Oneksim Bank, for instance, organized the auction for 38 percent of Norilsk Nickel, which produces platinum and a quarter of the world's nickel, and won it for $171 million, only $100,000 above the minimum bid and half as much as the rival Rossiisky Credit bank was prepared to pay. Oneksim Bank spokesmen say they disqualified Rossiisky Credit because it filed its applications late and wanted to guarantee its bid with treasury bills as well as cash. Rossiisky Bank said it would sue.

Shares in some of Russia's largest oil conglomerates, including Lukoil and Yukos, were sold off for what Western analysts considered to be a fraction of their real value. When the buying frenzy subsided, the Government collected $1 billion, half of what it had expected to collect.

When "loans for shares" started Boris Berezovsky was already a very wealthy man. He got into the auto business when the Soviet Union was crumbling and parleyed that into more successful businesses, including a super-elite club for Russia's new money in Moscow.

Berezovsky also kept a pretty high profile. His chauffeur was decapitated when a bomb went off near his Mercedes in 1994.

That was also the year he met his far less flashy former partner, Roman Abramovic (Russia's 7th richest man), on a friend's sailboat in the Caribbean. The two men figured out how to use "loans for shares" to take control of the state oil company, Sibneft.

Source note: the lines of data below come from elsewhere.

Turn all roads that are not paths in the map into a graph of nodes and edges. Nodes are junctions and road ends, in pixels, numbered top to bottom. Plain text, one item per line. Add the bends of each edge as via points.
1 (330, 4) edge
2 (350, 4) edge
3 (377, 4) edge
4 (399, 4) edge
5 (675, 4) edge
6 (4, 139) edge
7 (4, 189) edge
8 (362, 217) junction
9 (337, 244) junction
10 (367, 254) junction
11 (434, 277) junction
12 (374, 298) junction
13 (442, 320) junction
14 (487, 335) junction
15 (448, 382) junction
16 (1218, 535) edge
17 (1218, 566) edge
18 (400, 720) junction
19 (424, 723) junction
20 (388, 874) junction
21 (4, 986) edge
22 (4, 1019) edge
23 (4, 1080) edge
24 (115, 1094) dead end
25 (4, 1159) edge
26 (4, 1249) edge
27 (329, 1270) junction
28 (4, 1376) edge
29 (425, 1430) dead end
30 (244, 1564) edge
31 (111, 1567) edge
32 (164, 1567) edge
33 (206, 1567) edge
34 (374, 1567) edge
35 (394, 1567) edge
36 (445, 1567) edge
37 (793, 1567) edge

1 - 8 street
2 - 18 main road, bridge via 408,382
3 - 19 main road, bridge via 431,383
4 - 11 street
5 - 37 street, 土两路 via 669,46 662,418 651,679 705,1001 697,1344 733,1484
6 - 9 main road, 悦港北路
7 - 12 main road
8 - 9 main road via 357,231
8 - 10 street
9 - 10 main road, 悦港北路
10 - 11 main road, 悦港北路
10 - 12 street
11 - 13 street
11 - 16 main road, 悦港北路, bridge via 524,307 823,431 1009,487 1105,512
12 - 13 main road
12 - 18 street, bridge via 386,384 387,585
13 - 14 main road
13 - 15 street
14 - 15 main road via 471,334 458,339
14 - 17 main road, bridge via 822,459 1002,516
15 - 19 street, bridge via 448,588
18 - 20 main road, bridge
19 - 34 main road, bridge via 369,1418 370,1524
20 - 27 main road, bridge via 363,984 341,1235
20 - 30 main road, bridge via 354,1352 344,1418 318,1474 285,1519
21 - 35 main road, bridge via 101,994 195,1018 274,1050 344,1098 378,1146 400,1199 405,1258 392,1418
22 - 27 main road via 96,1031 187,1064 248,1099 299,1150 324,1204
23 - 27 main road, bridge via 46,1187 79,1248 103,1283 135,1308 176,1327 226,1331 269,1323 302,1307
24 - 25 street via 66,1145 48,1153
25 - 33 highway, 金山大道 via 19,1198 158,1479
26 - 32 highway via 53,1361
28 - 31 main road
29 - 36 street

Berezovsky would use his influence to ensure that he and Abramovic's bid won the company, and Abramovic would run it.

No papers were signed in this agreement and there are no documents to unseal. That ambiguity lead Berezovsky to file a $5 billion lawsuit against Abramovic last year, alleging that Abramovic intimidated him into selling his shares in Sibneft at a rock bottom price.

Berezovsky lost.

Some say that the fear of losing his fortune lead Berezovsky to commit suicide. He had a lot to lose, as estimates put it around $3 billion.

That means, compared to some of his fellow oligarchs, Berezovsky wound up just... okay. According to Bloomberg's Billionaire Index, Roman Abramovic is worth about $13.4 billion, another oligarch, Brooklyn Nets owner Mikhail Prokhorov is worth $13.1 billion, and the richest oligarch of all, Alisher Usmanov, is worth $21.1 billion.

The lesson here — It's good to be at the right place at the right time.